**** Data for this task ****

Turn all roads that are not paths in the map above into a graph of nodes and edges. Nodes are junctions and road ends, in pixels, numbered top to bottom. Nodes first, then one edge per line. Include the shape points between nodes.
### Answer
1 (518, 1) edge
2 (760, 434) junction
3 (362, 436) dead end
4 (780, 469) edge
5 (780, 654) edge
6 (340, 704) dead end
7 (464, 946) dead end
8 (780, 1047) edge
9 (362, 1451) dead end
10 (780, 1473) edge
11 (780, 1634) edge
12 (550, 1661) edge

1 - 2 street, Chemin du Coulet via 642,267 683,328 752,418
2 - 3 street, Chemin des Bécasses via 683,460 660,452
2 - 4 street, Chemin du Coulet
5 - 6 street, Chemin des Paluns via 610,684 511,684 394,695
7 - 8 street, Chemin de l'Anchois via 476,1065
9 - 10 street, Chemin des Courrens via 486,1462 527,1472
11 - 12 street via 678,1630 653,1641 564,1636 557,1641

****

About this exercise — Write out every entry exactly as given.

Output —
Turn all roads that are not paths in the map above into a graph of nodes and edges. Nodes are junctions and road ends, in pixels, numbered top to bottom. Nodes first, then one edge per line. Include the shape points between nodes.
### Answer
1 (518, 1) edge
2 (760, 434) junction
3 (362, 436) dead end
4 (780, 469) edge
5 (780, 654) edge
6 (340, 704) dead end
7 (464, 946) dead end
8 (780, 1047) edge
9 (362, 1451) dead end
10 (780, 1473) edge
11 (780, 1634) edge
12 (550, 1661) edge

1 - 2 street, Chemin du Coulet via 642,267 683,328 752,418
2 - 3 street, Chemin des Bécasses via 683,460 660,452
2 - 4 street, Chemin du Coulet
5 - 6 street, Chemin des Paluns via 610,684 511,684 394,695
7 - 8 street, Chemin de l'Anchois via 476,1065
9 - 10 street, Chemin des Courrens via 486,1462 527,1472
11 - 12 street via 678,1630 653,1641 564,1636 557,1641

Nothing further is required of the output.